Route information | |
---|---|
Length | 1,061.67 mi[1] (1,708.59 km) |
Existed | 1957–present |
NHS | Entire route |
Major junctions | |
South end | I-10 / US 85 / US 180 in Las Cruces, NM |
| |
North end | I-90 / US 87 in Buffalo, WY |
Location | |
Country | United States |
States | New Mexico, Colorado, Wyoming |
Highway system | |
Interstate 25 (I-25), also known as the Pan-American Freeway, is a major Interstate Highway in the western United States. It is primarily a north–south highway, serving as the main route through New Mexico, Colorado, and Wyoming. I-25 stretches from I-10 at Las Cruces, New Mexico (approximately 25 miles [40 km] north of El Paso, Texas) to I-90 in Buffalo, Wyoming (approximately 60 miles [97 km] south of the Montana–Wyoming border).[2] It passes through or near Albuquerque, New Mexico; Pueblo, Colorado; Colorado Springs, Colorado; Denver, Colorado; Fort Collins, Colorado; and Cheyenne, Wyoming.

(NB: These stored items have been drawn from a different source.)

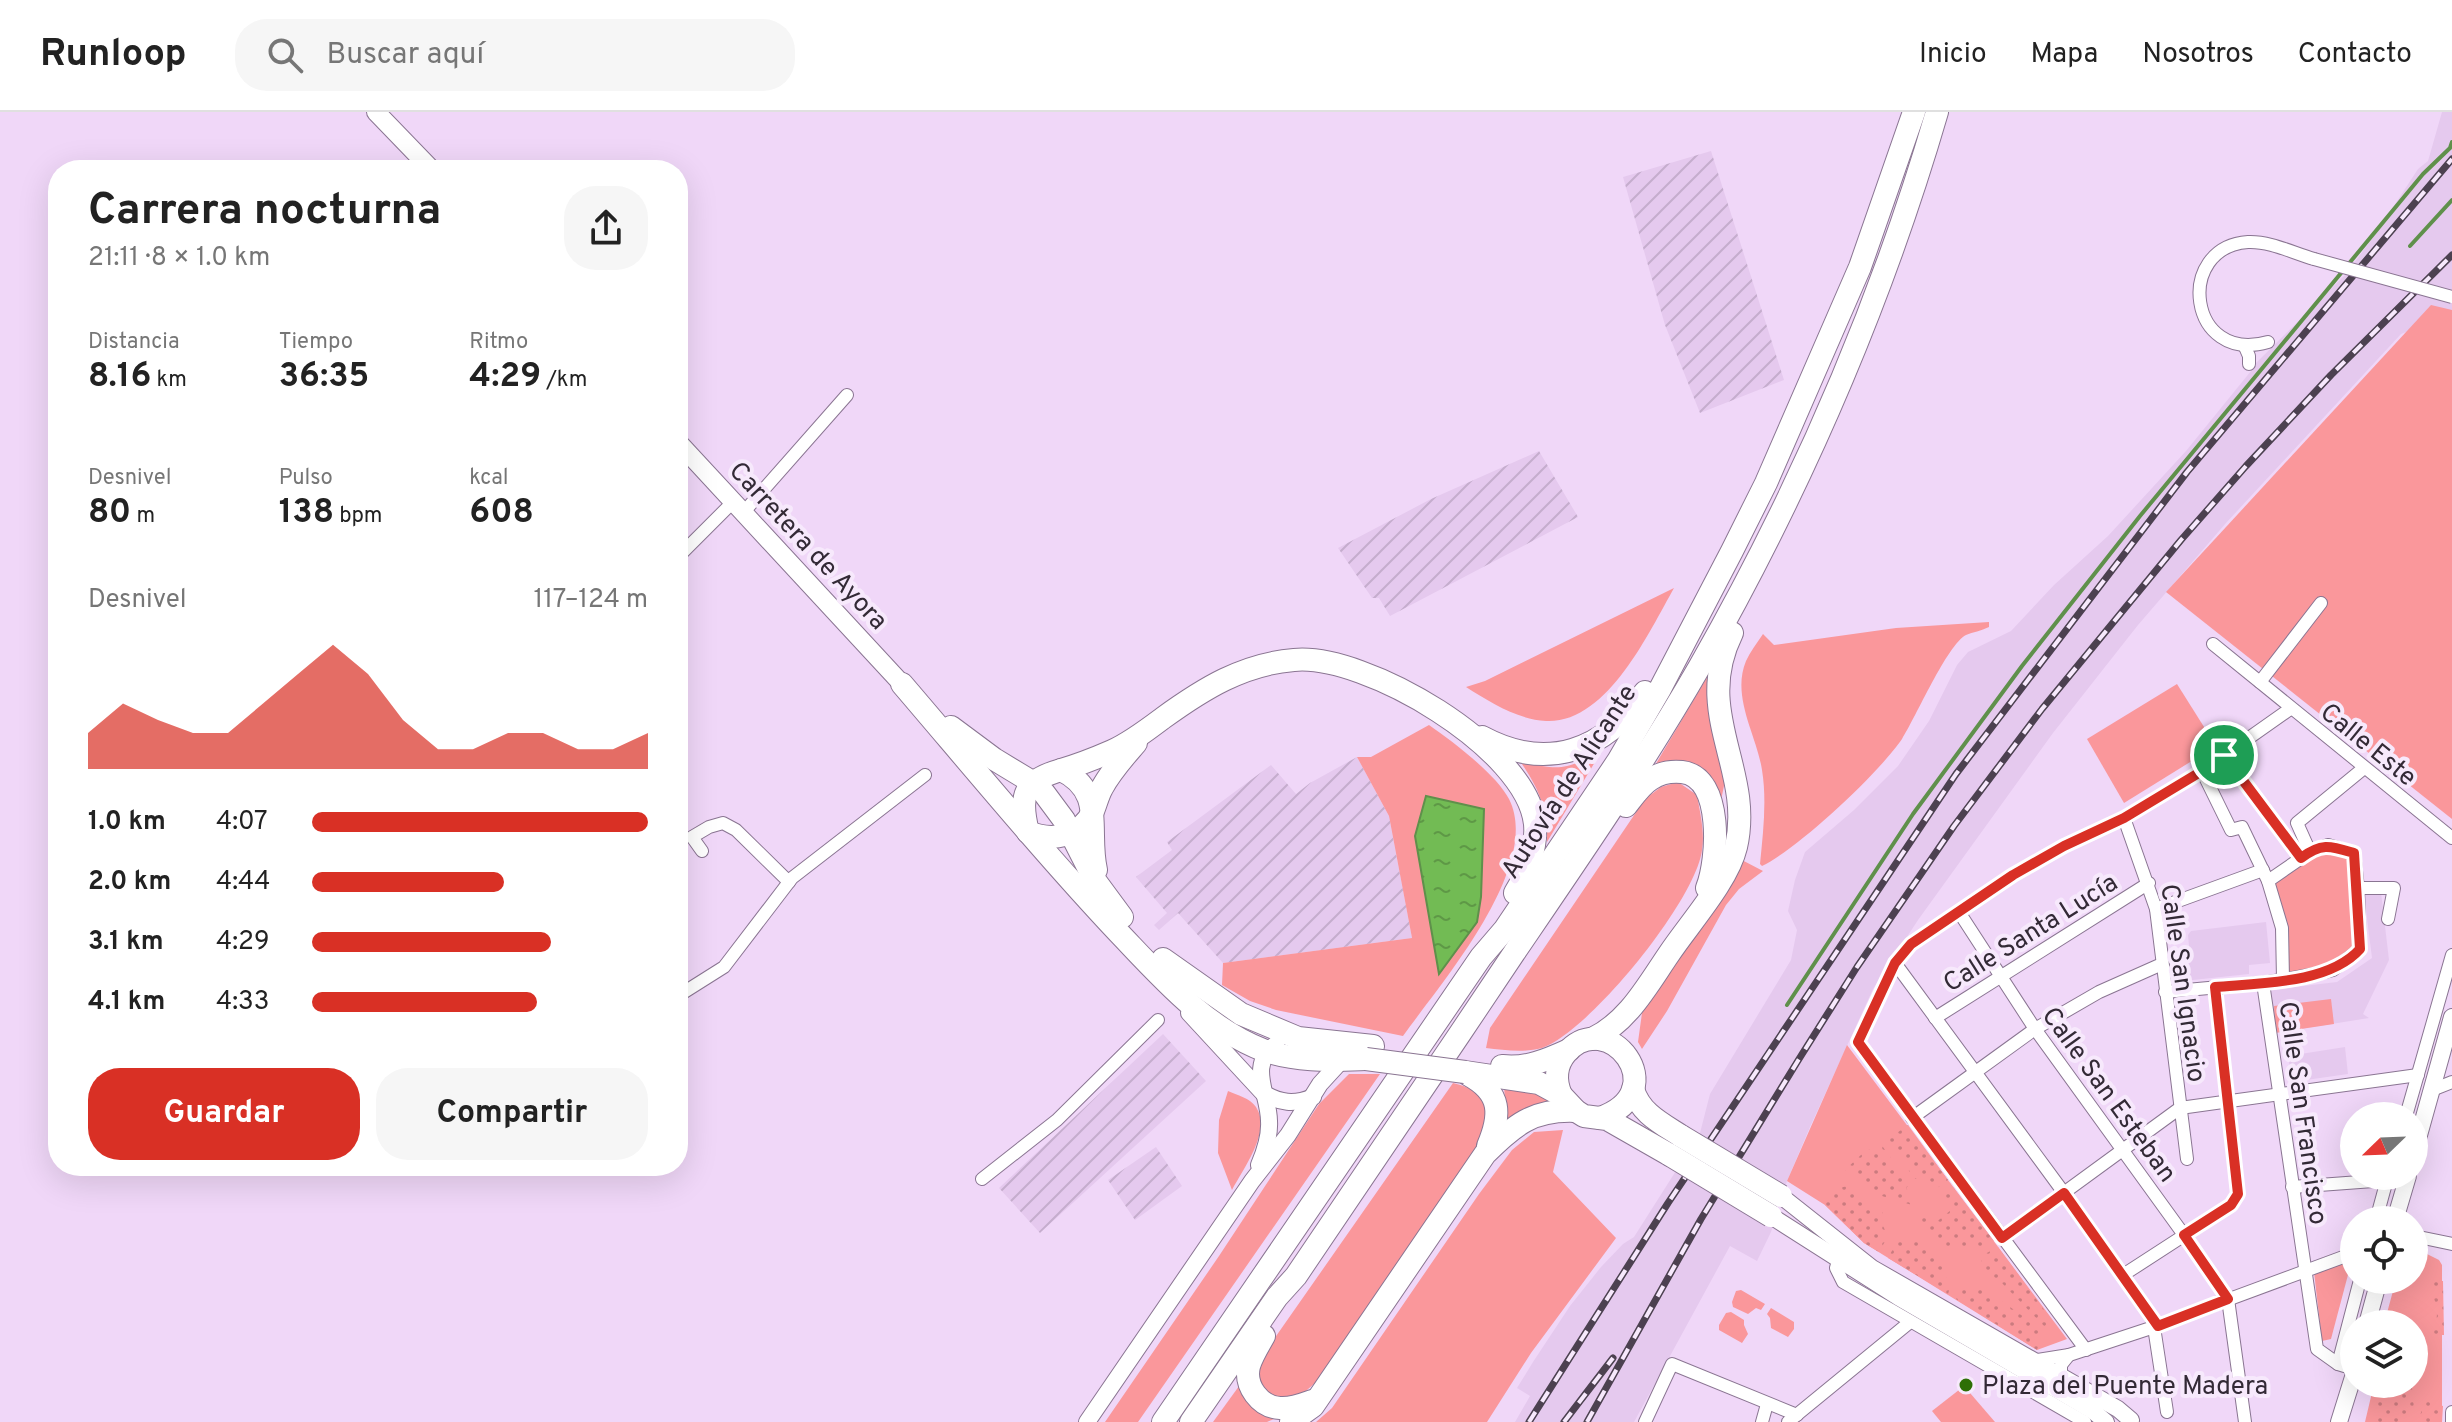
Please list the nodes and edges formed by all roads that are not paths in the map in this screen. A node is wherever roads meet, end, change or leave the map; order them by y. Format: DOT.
graph roads {
  1 [pos="376,112"];
  2 [pos="1914,112"];
  3 [pos="1937,112"];
  4 [pos="422,160"];
  5 [pos="2452,297"];
  6 [pos="2268,342"];
  7 [pos="2245,347"];
  8 [pos="2249,364"];
  9 [pos="847,395"];
  10 [pos="688,453"];
  11 [pos="738,508"];
  12 [pos="688,549"];
  13 [pos="1752,568"];
  14 [pos="2321,603"];
  15 [pos="2213,644"];
  16 [pos="1677,654"];
  17 [pos="2260,682"];
  18 [pos="902,684"];
  19 [pos="2290,709"];
  20 [pos="1448,718"];
  21 [pos="1148,730"];
  22 [pos="2224,755"];
  23 [pos="994,759"];
  24 [pos="1071,766"];
  25 [pos="2364,768"];
  26 [pos="2202,771"];
  27 [pos="925,775"];
  28 [pos="1032,782"];
  29 [pos="1092,813"];
  30 [pos="2124,818"];
  31 [pos="1600,828"];
  32 [pos="1028,832"];
  33 [pos="1070,833"];
  34 [pos="2452,838"];
  35 [pos="702,851"];
  36 [pos="2306,855"];
  37 [pos="2265,875"];
  38 [pos="789,882"];
  39 [pos="2149,883"];
  40 [pos="2358,888"];
  41 [pos="1104,894"];
  42 [pos="2156,909"];
  43 [pos="1959,912"];
  44 [pos="1693,918"];
  45 [pos="2388,919"];
  46 [pos="2452,955"];
  47 [pos="1481,957"];
  48 [pos="1147,962"];
  49 [pos="1895,963"];
  50 [pos="2162,964"];
  51 [pos="2000,976"];
  52 [pos="2283,979"];
  53 [pos="2263,983"];
  54 [pos="2215,987"];
  55 [pos="688,990"];
  56 [pos="2165,992"];
  57 [pos="1637,1001"];
  58 [pos="2452,1017"];
  59 [pos="1935,1018"];
  60 [pos="1158,1020"];
  61 [pos="2035,1029"];
  62 [pos="1298,1038"];
  63 [pos="1592,1039"];
  64 [pos="1570,1049"];
  65 [pos="1267,1052"];
  66 [pos="1370,1053"];
  67 [pos="1331,1060"];
  68 [pos="1630,1060"];
  69 [pos="1467,1066"];
  70 [pos="1975,1072"];
  71 [pos="2418,1075"];
  72 [pos="2452,1082"];
  73 [pos="1633,1089"];
  74 [pos="1316,1090"];
  75 [pos="2432,1090"];
  76 [pos="1263,1093"];
  77 [pos="2279,1093"];
  78 [pos="2227,1101"];
  79 [pos="2410,1102"];
  80 [pos="1568,1103"];
  81 [pos="2428,1104"];
  82 [pos="2180,1108"];
  83 [pos="1600,1118"];
  84 [pos="1912,1118"];
  85 [pos="1675,1146"];
  86 [pos="2122,1149"];
  87 [pos="1485,1154"];
  88 [pos="2187,1159"];
  89 [pos="982,1179"];
  90 [pos="1252,1181"];
  91 [pos="2340,1182"];
  92 [pos="2292,1187"];
  93 [pos="2064,1193"];
  94 [pos="1776,1206"];
  95 [pos="2184,1235"];
  96 [pos="2002,1238"];
  97 [pos="2428,1239"];
  98 [pos="2452,1244"];
  99 [pos="2340,1259"];
  100 [pos="1838,1261"];
  101 [pos="2304,1273"];
  102 [pos="2123,1275"];
  103 [pos="1296,1276"];
  104 [pos="2356,1294"];
  105 [pos="2228,1299"];
  106 [pos="1910,1322"];
  107 [pos="2156,1327"];
  108 [pos="2086,1350"];
  109 [pos="2069,1355"];
  110 [pos="2031,1361"];
  111 [pos="2338,1364"];
  112 [pos="2061,1378"];
  113 [pos="1317,1400"];
  114 [pos="1767,1404"];
  115 [pos="2167,1412"];
  116 [pos="2452,1412"];
  117 [pos="2347,1414"];
  118 [pos="1792,1419"];
  119 [pos="2130,1421"];
  120 [pos="1087,1422"];
  121 [pos="1163,1422"];
  122 [pos="1191,1422"];
  123 [pos="1291,1422"];
  124 [pos="1645,1422"];
  125 [pos="1762,1422"];
  126 [pos="2085,1422"];
  127 [pos="2106,1422"];
  128 [pos="2245,1422"];
  129 [pos="2339,1422"];
  130 [pos="2452,1422"];
  1 -- 4 [label="main road"];
  2 -- 16 [label="highway, Autovía de Alicante"];
  3 -- 13 [label="highway, Autovía de Alicante"];
  5 -- 7 [label="street, bridge"];
  6 -- 7 [label="street"];
  7 -- 8 [label="street"];
  9 -- 11 [label="street"];
  10 -- 11 [label="main road, Carretera de Ayora"];
  11 -- 12 [label="street"];
  11 -- 18 [label="main road, Carretera de Ayora"];
  13 -- 31 [label="highway, Autovía de Alicante"];
  13 -- 44 [label="highway"];
  14 -- 17 [label="street"];
  15 -- 17 [label="street, Calle Este"];
  16 -- 20 [label="highway"];
  16 -- 47 [label="highway, Autovía de Alicante"];
  17 -- 19 [label="street, Calle Este"];
  18 -- 23 [label="highway"];
  18 -- 32 [label="highway"];
  19 -- 22 [label="street"];
  19 -- 25 [label="street, Calle Este"];
  20 -- 21 [label="highway"];
  20 -- 47 [label="highway"];
  21 -- 24 [label="highway"];
  21 -- 29 [label="highway"];
  22 -- 26 [label="street"];
  22 -- 36 [label="street"];
  23 -- 24 [label="highway"];
  23 -- 28 [label="highway"];
  24 -- 28 [label="highway"];
  24 -- 29 [label="highway"];
  25 -- 34 [label="street, Calle Este"];
  25 -- 36 [label="street"];
  26 -- 30 [label="street"];
  26 -- 37 [label="street"];
  27 -- 38 [label="street"];
  28 -- 32 [label="highway"];
  28 -- 33 [label="highway"];
  29 -- 33 [label="highway"];
  29 -- 41 [label="highway"];
  30 -- 39 [label="street, Calle San Ignacio"];
  30 -- 43 [label="street"];
  31 -- 44 [label="highway"];
  31 -- 103 [label="highway, Autovía de Alicante"];
  32 -- 33 [label="highway"];
  32 -- 48 [label="highway"];
  33 -- 41 [label="highway"];
  35 -- 38 [label="street"];
  36 -- 37 [label="street"];
  36 -- 40 [label="street"];
  37 -- 42 [label="street"];
  37 -- 52 [label="street"];
  38 -- 55 [label="street"];
  39 -- 42 [label="street, Calle San Ignacio"];
  39 -- 51 [label="street, Calle Santa Lucía"];
  40 -- 45 [label="street"];
  40 -- 52 [label="street"];
  41 -- 62 [label="highway"];
  42 -- 50 [label="street, Calle San Ignacio"];
  43 -- 49 [label="street"];
  43 -- 51 [label="street, Calle San Esteban"];
  44 -- 57 [label="highway"];
  46 -- 71 [label="street"];
  47 -- 121 [label="highway, Autovía de Alicante"];
  48 -- 65 [label="highway"];
  48 -- 76 [label="main road"];
  49 -- 59 [label="street"];
  49 -- 84 [label="street"];
  50 -- 56 [label="street, Calle San Ignacio"];
  50 -- 61 [label="street"];
  51 -- 59 [label="street, Calle Santa Lucía"];
  51 -- 61 [label="street, Calle San Esteban"];
  52 -- 53 [label="street"];
  53 -- 54 [label="street"];
  53 -- 77 [label="street, Calle San Francisco"];
  54 -- 56 [label="street"];
  54 -- 78 [label="street"];
  56 -- 82 [label="street, Calle San Ignacio"];
  57 -- 63 [label="highway"];
  57 -- 68 [label="highway"];
  58 -- 75 [label="main road"];
  59 -- 70 [label="street"];
  60 -- 89 [label="street"];
  61 -- 70 [label="street"];
  61 -- 86 [label="street, Calle San Esteban"];
  62 -- 65 [label="main road"];
  62 -- 66 [label="highway"];
  62 -- 67 [label="main road"];
  63 -- 64 [label="highway"];
  63 -- 68 [label="highway"];
  64 -- 69 [label="highway"];
  64 -- 80 [label="highway"];
  65 -- 67 [label="highway"];
  65 -- 76 [label="main road"];
  66 -- 67 [label="highway"];
  66 -- 69 [label="highway, bridge"];
  67 -- 74 [label="main road"];
  68 -- 73 [label="highway"];
  69 -- 80 [label="highway"];
  69 -- 87 [label="highway"];
  70 -- 84 [label="street"];
  70 -- 93 [label="street"];
  71 -- 77 [label="street"];
  71 -- 79 [label="street"];
  72 -- 75 [label="street"];
  73 -- 83 [label="highway"];
  73 -- 85 [label="highway"];
  74 -- 76 [label="main road"];
  74 -- 90 [label="main road"];
  75 -- 81 [label="main road"];
  76 -- 90 [label="main road"];
  77 -- 78 [label="street"];
  77 -- 92 [label="street, Calle San Francisco"];
  78 -- 82 [label="street"];
  78 -- 95 [label="street"];
  80 -- 83 [label="highway"];
  80 -- 87 [label="highway"];
  82 -- 86 [label="street"];
  82 -- 88 [label="street, Calle San Ignacio"];
  83 -- 85 [label="highway"];
  84 -- 96 [label="street"];
  85 -- 94 [label="highway, bridge"];
  86 -- 93 [label="street"];
  86 -- 95 [label="street, Calle San Esteban"];
  87 -- 113 [label="highway"];
  90 -- 120 [label="main road"];
  91 -- 92 [label="street"];
  92 -- 101 [label="street, Calle San Francisco"];
  93 -- 96 [label="street"];
  93 -- 102 [label="street"];
  94 -- 100 [label="main road"];
  94 -- 110 [label="main road"];
  95 -- 102 [label="street"];
  95 -- 105 [label="street, Calle San Esteban"];
  96 -- 108 [label="street"];
  97 -- 98 [label="street"];
  99 -- 101 [label="street"];
  100 -- 106 [label="street"];
  100 -- 127 [label="main road"];
  101 -- 105 [label="street"];
  101 -- 111 [label="street, Calle San Francisco"];
  102 -- 107 [label="street"];
  103 -- 113 [label="highway"];
  103 -- 122 [label="highway, Autovía de Alicante"];
  104 -- 111 [label="street"];
  105 -- 107 [label="street"];
  105 -- 128 [label="street"];
  106 -- 118 [label="street"];
  106 -- 126 [label="street"];
  107 -- 108 [label="street"];
  107 -- 115 [label="street"];
  108 -- 109 [label="street"];
  109 -- 110 [label="street"];
  109 -- 112 [label="street"];
  110 -- 112 [label="main road"];
  112 -- 119 [label="main road"];
  113 -- 123 [label="highway"];
  114 -- 118 [label="street"];
  114 -- 124 [label="street"];
  114 -- 125 [label="street"];
  116 -- 130 [label="street"];
  117 -- 129 [label="main road"];
}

The I-25 corridor is mainly rural, especially in Wyoming, excluding the Albuquerque metropolitan area and the Front Range urban corridor from Pueblo to Cheyenne.
The part of I-25 in Colorado passes just east of the Front Range of the Rocky Mountains. That stretch was involved in a large-scale renovation named the Transportation Expansion (T-REX) Project[3] in Denver and the Colorado Springs Metropolitan Interstate Expansion (COSMIX).[4] These projects, and others in New Mexico, were necessary because these stretches of I-25 were originally inadequately designed and constructed (the pavement was deteriorating rapidly) and also because urban areas, like Albuquerque, Colorado Springs, and Denver, had tripled and quadrupled in population much earlier than anyone had anticipated back in the 1950s and 1960s. Major highway work for the T-REX project ended on August 22, 2006. The COSMIX project was completed in December 2007. Several other smaller improvement projects for I-25 are still ongoing within New Mexico and Colorado.